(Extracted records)
-=-=-=-=-

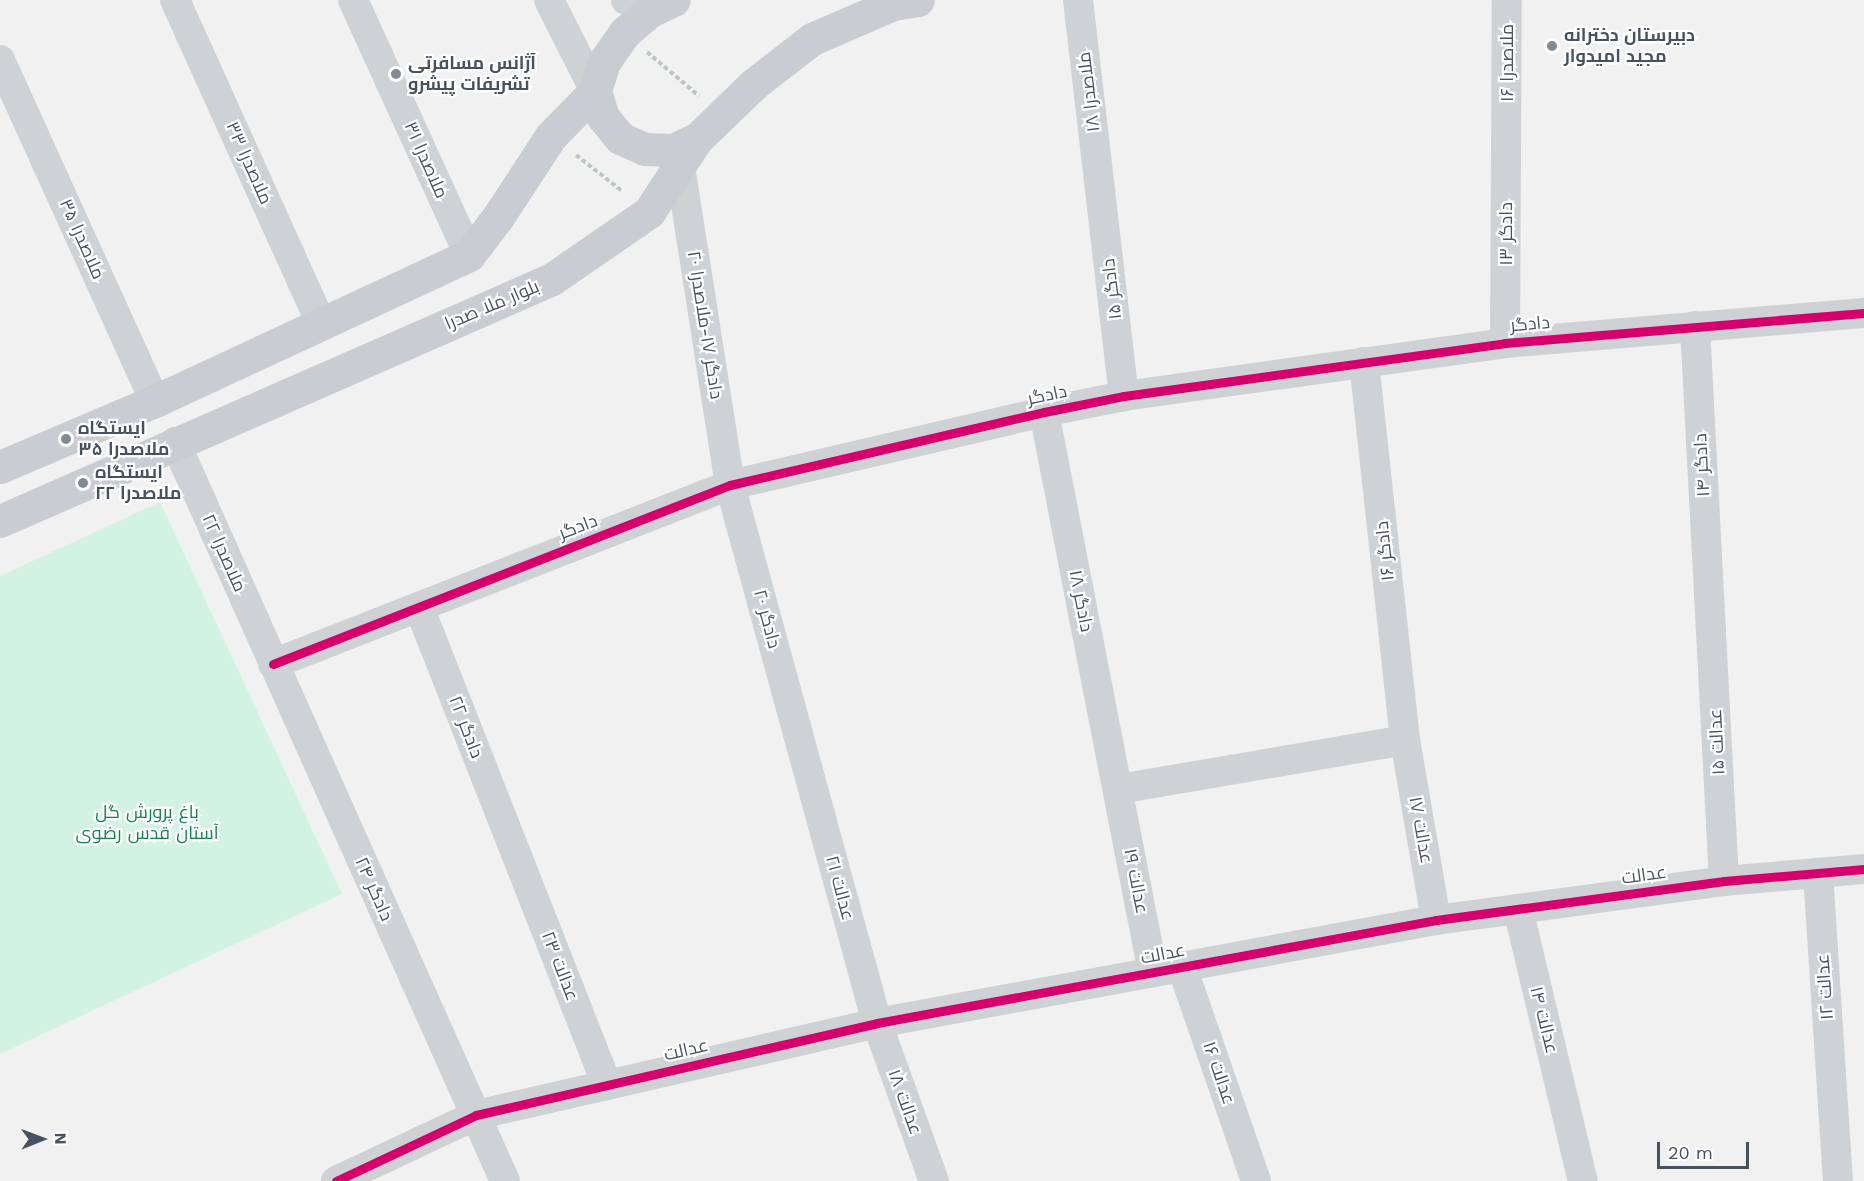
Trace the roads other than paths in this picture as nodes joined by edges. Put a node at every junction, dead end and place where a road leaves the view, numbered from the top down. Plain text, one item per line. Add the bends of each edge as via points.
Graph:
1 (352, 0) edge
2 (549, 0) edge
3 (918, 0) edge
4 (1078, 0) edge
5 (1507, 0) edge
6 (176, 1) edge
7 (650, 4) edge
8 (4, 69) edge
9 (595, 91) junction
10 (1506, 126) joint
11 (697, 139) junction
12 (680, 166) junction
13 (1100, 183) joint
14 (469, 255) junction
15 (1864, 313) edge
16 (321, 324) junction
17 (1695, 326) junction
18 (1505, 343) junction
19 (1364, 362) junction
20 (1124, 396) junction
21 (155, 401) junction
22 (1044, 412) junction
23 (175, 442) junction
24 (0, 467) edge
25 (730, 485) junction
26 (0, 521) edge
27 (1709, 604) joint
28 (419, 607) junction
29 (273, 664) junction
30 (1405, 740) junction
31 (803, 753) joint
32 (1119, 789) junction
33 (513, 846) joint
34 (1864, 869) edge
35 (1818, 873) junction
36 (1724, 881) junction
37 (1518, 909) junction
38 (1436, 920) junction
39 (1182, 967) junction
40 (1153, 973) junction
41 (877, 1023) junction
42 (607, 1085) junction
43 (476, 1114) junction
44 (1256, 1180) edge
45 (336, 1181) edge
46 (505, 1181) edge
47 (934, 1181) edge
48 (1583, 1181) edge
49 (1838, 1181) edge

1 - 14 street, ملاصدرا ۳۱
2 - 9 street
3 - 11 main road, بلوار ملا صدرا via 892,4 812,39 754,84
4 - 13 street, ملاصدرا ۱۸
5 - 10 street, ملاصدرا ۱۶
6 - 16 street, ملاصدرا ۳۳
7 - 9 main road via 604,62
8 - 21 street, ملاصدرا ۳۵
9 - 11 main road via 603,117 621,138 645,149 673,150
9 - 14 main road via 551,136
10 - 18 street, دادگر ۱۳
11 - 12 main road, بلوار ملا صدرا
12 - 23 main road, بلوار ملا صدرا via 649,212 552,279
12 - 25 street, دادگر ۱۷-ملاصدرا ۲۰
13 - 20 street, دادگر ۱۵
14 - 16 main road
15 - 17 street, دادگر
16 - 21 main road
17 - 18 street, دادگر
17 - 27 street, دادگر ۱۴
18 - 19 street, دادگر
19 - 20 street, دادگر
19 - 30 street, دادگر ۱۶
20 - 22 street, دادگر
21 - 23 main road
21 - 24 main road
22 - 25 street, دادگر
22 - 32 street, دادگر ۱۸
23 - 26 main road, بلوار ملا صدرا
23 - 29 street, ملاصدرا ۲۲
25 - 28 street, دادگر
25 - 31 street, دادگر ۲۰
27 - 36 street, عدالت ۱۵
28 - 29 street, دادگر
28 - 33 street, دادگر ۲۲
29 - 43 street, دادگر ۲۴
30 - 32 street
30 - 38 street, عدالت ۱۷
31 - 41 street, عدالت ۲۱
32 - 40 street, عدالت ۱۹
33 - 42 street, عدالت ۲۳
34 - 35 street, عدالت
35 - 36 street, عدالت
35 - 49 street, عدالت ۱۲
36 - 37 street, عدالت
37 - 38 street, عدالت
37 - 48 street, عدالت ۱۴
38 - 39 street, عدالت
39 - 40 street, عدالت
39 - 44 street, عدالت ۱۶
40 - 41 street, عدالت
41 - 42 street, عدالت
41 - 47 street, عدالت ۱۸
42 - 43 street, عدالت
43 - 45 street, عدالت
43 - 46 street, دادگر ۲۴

-=-=-=-=-

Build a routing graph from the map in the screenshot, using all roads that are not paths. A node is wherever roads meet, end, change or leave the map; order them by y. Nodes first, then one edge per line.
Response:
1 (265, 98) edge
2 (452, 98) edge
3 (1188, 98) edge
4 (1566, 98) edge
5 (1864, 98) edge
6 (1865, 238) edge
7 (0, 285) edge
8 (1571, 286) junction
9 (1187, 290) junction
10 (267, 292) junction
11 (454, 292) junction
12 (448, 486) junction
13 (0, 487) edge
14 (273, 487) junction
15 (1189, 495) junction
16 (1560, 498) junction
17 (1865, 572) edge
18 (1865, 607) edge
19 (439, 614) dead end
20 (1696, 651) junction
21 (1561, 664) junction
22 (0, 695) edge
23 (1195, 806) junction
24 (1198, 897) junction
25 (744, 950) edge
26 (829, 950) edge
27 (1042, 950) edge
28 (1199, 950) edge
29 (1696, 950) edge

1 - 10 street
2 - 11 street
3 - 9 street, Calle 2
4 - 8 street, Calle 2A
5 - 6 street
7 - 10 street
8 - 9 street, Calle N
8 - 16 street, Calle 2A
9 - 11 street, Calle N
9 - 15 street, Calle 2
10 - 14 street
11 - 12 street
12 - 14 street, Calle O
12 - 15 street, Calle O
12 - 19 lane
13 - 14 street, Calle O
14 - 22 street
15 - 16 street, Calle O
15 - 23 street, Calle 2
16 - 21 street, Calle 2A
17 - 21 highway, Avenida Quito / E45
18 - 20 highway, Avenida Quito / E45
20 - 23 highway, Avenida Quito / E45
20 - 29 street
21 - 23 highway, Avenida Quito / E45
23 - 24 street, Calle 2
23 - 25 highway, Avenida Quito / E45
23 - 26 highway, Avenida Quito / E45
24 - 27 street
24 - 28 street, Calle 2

-=-=-=-=-

■ Your objective
For every line of the data above that contains "from", copy that line.

■ Exercise answer
Trace the roads other than paths in this picture as nodes joined by edges. Put a node at every junction, dead end and place where a road leaves the view, numbered from the top down. Plain text, one item per line. Add the bends of each edge as via points.
Build a routing graph from the map in the screenshot, using all roads that are not paths. A node is wherever roads meet, end, change or leave the map; order them by y. Nodes first, then one edge per line.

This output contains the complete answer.